Der Wohnungsnot wird diesmal der Kampf angesagt. Zu viele Wohnungen stehen leer, Objekte der Spekulation, wie wir uns gegenseitig versichern. Nicht faul, spähen wir eine Woche lang die Gassen des Bezirkes aus, wo unsere Aktion stattfinden würde. Die leeren Häuser waren leicht auszumachen mit ihren dreckigen Fenstern und vernachlässigten Fassaden. Die Liste dieser Objekte ist lang und wir haben die Qual der Wahl. Am Ende entscheiden wir uns für vier Häuser, jeweils im Abstand von wenigen Gassen und packen unsere Siebensachen, die Sachen eben, die Hausbesetzer so brauchen um den Volkswillen zu stärken und den Häschern zu trotzen. Es ist Mittag, die Taschen gepackt und mit dem Wahlspruch auf zu neuen Ufern zieht unsere Kolonne von schlaksigen Weltenrettern mit bunten Haaren und zu oft gewaschenen Hosen los ins Kampfgebiet.
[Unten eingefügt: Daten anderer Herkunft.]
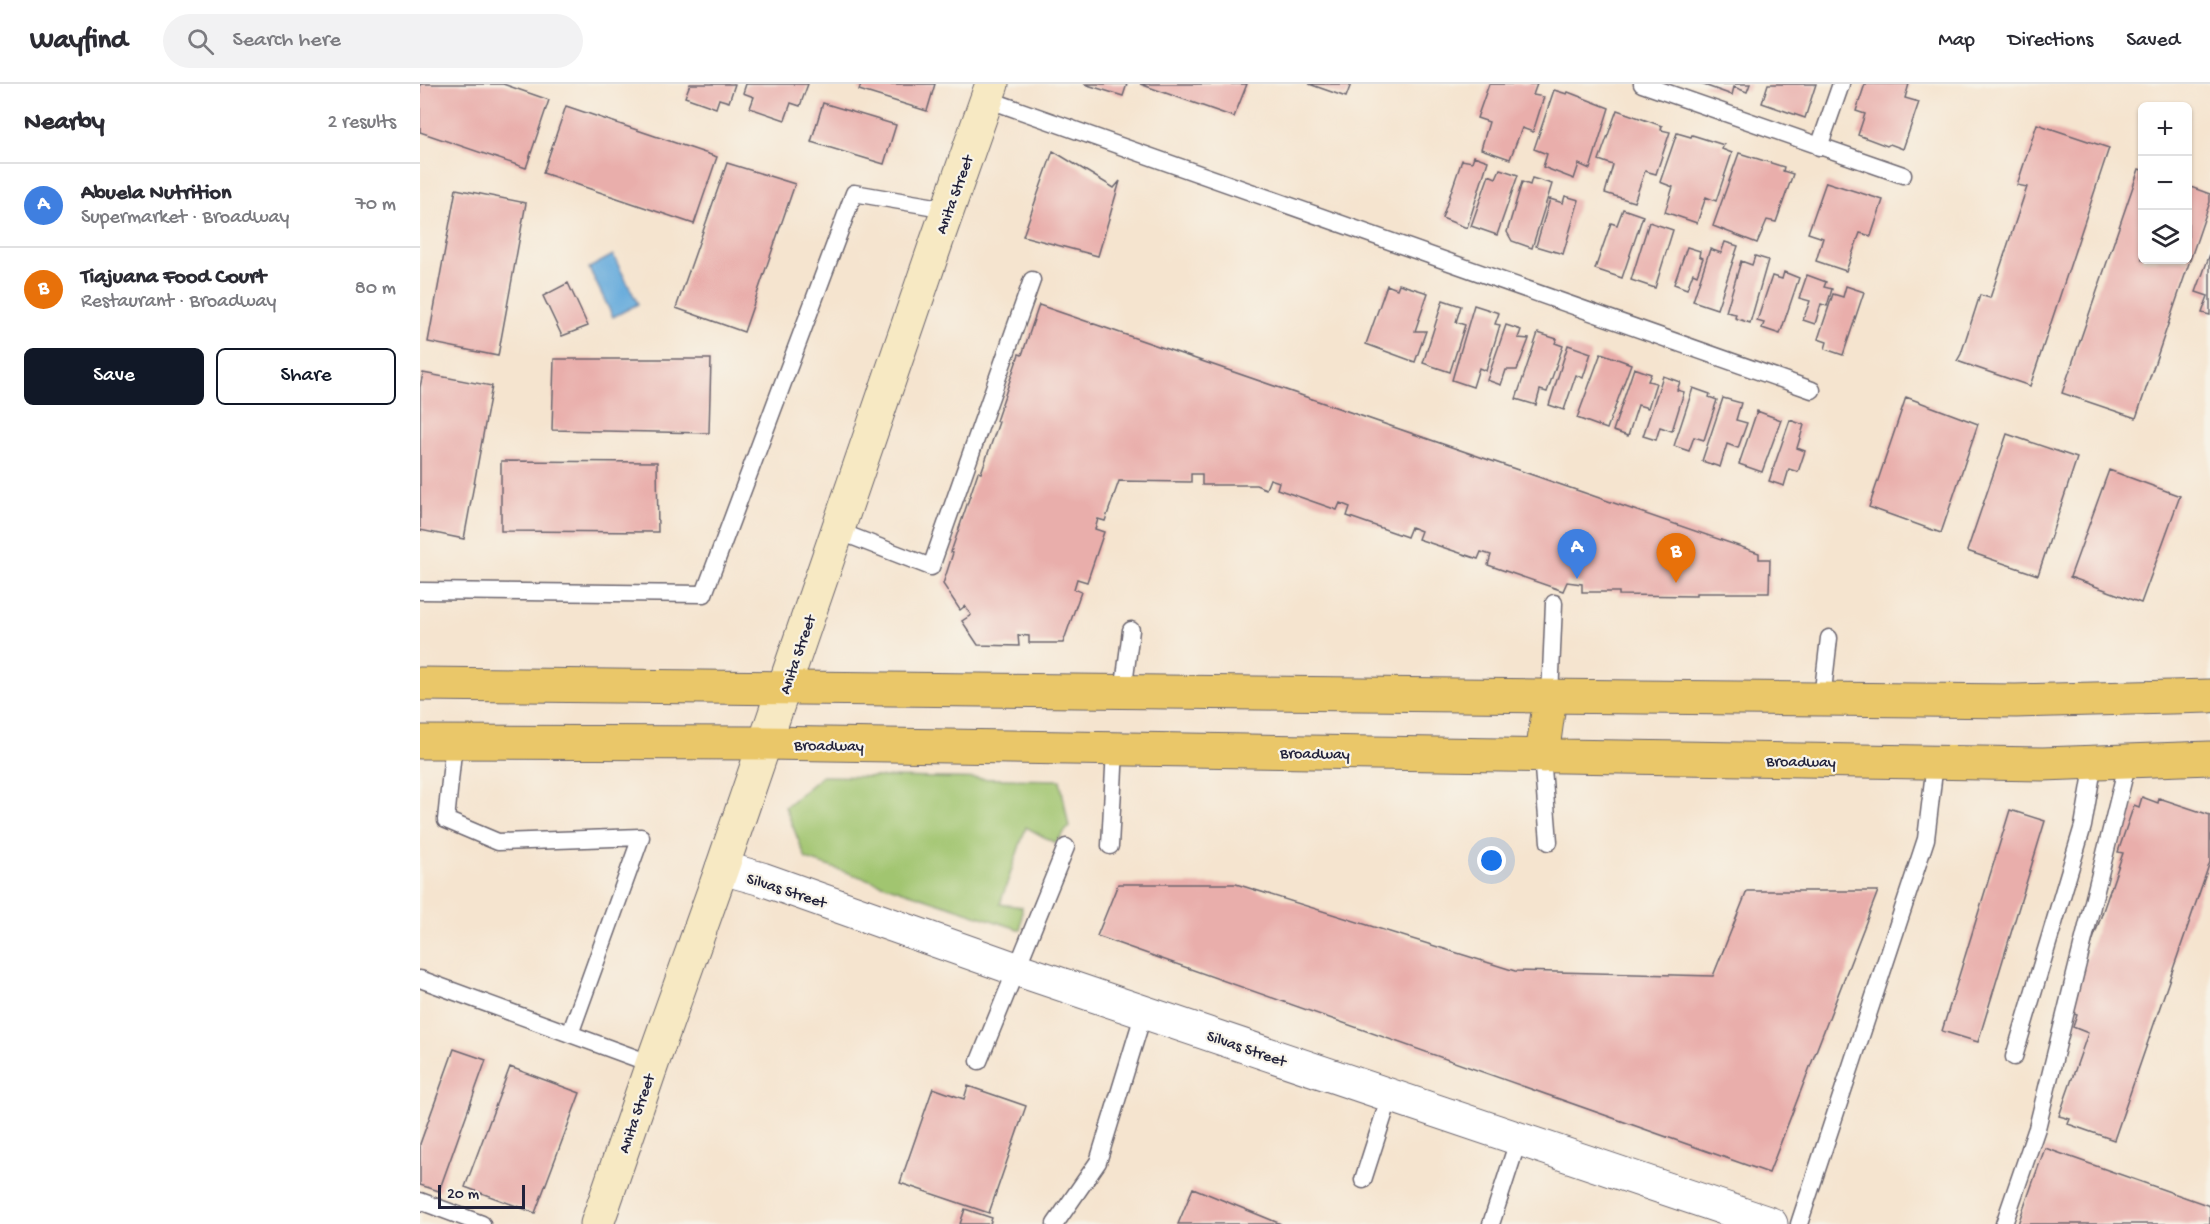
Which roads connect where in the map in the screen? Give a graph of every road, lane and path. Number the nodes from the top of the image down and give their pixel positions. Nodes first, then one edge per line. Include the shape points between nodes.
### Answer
1 (1642, 84) edge
2 (1841, 84) edge
3 (990, 91) edge
4 (1818, 147) junction
5 (1903, 175) dead end
6 (947, 209) junction
7 (1032, 280) dead end
8 (1812, 390) dead end
9 (838, 531) junction
10 (420, 591) edge
11 (1554, 603) dead end
12 (1131, 630) dead end
13 (1829, 638) dead end
14 (420, 684) edge
15 (784, 689) junction
16 (1123, 693) junction
17 (2210, 696) edge
18 (1551, 697) junction
19 (1822, 699) junction
20 (420, 742) edge
21 (454, 742) junction
22 (766, 743) junction
23 (1115, 749) junction
24 (1542, 756) junction
25 (2210, 758) edge
26 (2128, 761) junction
27 (2094, 762) junction
28 (1935, 763) junction
29 (1549, 842) dead end
30 (1110, 846) dead end
31 (1066, 847) dead end
32 (722, 868) junction
33 (1016, 969) junction
34 (420, 979) edge
35 (1144, 1012) junction
36 (570, 1034) junction
37 (2014, 1057) dead end
38 (979, 1061) dead end
39 (652, 1064) junction
40 (1390, 1096) junction
41 (1519, 1138) junction
42 (1363, 1180) dead end
43 (420, 1201) edge
44 (482, 1224) edge
45 (597, 1224) edge
46 (1055, 1224) edge
47 (1491, 1224) edge
48 (1771, 1224) edge
49 (1799, 1224) edge
50 (2004, 1224) edge

1 - 4 lane
2 - 4 lane
3 - 6 street, Anita Street
3 - 8 lane
4 - 5 lane
6 - 9 street, Anita Street
6 - 10 lane via 854,193 704,594
7 - 9 lane via 931,567
9 - 15 street, Anita Street
11 - 18 lane
12 - 16 lane
13 - 19 lane
14 - 15 main road
15 - 16 main road
15 - 22 street, Anita Street
16 - 18 main road
17 - 19 main road via 2016,701
18 - 19 main road
18 - 24 main road
20 - 21 main road, Broadway
21 - 22 main road, Broadway
21 - 36 lane via 446,820 498,842 641,837
22 - 23 main road, Broadway
22 - 32 street, Anita Street
23 - 24 main road, Broadway
23 - 30 lane
24 - 28 main road, Broadway
24 - 29 lane
25 - 26 main road, Broadway
26 - 27 main road, Broadway
26 - 50 lane via 2037,1128
27 - 28 main road, Broadway
27 - 37 lane via 2083,826
28 - 49 lane via 1926,839
31 - 33 lane
32 - 33 street, Silvas Street
32 - 39 street, Anita Street
33 - 35 street, Silvas Street
33 - 38 lane
34 - 36 lane
35 - 40 street, Silvas Street
35 - 46 lane via 1098,1162
36 - 39 lane
39 - 45 street, Anita Street
40 - 41 street, Silvas Street
40 - 42 lane
41 - 47 lane
41 - 48 street, Silvas Street
43 - 44 lane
Das schwere, zweiflügelige Holztor des ersten Hauses ist rasch geknackt - An die Jungen: Ja, damals gab´s noch Türen aus echtem Holz, nicht so Dreckszeug aus Holzimitat - wir sausen wie abgesprochen die Stiegen rauf, jeder seinen Auftrag im Kopf und wenige Minuten später sind die Fenster im zweiten Stock geöffnet, das Transparent rausgehängt, der Kassettenrekorder mit zu Solidarität animierender Musik am Fensterbrett läuft auf Lautstärke zehn und schon sind wir wieder unten, kleben die Türflügel mit schnell härtendem Epoxykleber zu und werfen einen Blick auf unser Werk. Das Transparent verkündet, dieses Haus ist besetzt, mit ein paar Seitenhieben auf die nachlässige Stadtverwaltung, die sich dieses ernsten Problems der Wohnungsnot aus zwielichtigen Gründen partout nicht annehmen will, die laute Musik mit denkbar schlechter Soundqualität brüllt hernieder und lockt bereits die ersten Passanten an.